Nos chroniques

août 13

Écrit par: Jean-Charles Dubé
2010-08-13 07:58 

Les assureurs responsables doivent porter une attention particulière afin de contrôler les coûts dans les régimes d’assurance collective. Ils ne peuvent payer n’importe quoi, c’est une question de bonne gestion et aussi d’équité.

Comme vous le savez sans doute, la prime d’assurance collective d’un groupe est directement reliée à l’étendue de la garantie offerte et de la consommation spécifique de ce dernier. Afin de limiter les réclamations à un cadre normal et raisonnable et, par le fait même, restreindre les abus potentiels, les assureurs ont, il y a déjà plusieurs années, instauré dans les régimes la notion de « frais raisonnables et coutumiers ».

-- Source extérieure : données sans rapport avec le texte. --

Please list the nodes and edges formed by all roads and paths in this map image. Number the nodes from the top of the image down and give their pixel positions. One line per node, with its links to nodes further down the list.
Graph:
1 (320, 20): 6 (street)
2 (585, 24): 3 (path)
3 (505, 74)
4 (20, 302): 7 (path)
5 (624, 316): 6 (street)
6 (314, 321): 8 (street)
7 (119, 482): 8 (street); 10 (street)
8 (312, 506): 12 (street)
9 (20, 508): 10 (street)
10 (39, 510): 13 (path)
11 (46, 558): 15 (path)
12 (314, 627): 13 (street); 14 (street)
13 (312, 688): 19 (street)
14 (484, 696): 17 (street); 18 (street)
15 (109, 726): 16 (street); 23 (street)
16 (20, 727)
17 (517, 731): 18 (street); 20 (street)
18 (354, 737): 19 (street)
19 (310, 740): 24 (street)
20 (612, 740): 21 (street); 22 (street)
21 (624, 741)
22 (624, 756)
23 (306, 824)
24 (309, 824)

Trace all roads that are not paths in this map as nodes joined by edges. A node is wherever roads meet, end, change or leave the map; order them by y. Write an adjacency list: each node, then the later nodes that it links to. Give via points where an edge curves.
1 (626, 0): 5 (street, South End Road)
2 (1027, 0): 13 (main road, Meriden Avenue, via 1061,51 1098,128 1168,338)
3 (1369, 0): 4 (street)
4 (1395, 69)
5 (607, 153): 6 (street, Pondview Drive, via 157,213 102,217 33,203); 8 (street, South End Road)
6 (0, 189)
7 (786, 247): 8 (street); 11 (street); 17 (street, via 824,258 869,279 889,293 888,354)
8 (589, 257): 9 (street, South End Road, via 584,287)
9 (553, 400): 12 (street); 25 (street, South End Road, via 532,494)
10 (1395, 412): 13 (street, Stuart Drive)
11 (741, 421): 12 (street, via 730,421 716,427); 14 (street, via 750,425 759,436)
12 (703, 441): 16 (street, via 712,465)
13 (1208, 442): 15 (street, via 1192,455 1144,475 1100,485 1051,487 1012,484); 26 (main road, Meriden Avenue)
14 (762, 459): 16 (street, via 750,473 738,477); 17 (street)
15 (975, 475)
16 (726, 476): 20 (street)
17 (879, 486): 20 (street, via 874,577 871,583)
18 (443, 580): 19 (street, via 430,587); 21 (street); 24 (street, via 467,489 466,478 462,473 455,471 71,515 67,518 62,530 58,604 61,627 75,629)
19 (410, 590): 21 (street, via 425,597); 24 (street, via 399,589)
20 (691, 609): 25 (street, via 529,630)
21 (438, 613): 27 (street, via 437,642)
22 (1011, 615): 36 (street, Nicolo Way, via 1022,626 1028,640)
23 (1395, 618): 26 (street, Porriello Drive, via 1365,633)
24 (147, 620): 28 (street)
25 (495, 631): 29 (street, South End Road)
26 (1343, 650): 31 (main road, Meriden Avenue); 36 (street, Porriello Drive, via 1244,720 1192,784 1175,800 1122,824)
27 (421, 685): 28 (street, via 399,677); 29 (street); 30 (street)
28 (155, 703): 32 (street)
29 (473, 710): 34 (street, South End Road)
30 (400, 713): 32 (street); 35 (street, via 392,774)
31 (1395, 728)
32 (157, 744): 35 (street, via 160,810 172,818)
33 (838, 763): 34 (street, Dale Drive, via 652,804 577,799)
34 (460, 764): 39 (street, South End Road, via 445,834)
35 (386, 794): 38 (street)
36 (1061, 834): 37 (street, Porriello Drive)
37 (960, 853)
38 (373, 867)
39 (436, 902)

Dans son régime collectif, le client peut choisir d’offrir des « maximums illimités » sur certaines garanties. Toutefois, même si cette notion est présente dans un contrat, il existe une certaine limitation (contrôle) dans la plus grande majorité de ceux-ci : soit les limitations pour « frais raisonnables et coutumiers », par exemple en ce qui concerne les frais paramédicaux.

Il ne faut jamais oublier qu’au bout du compte, ce sont les assurés qui déboursent pour cette couverture. La question se pose : « Est-ce normal de recevoir une réclamation de 175$ pour un massage d’une heure? »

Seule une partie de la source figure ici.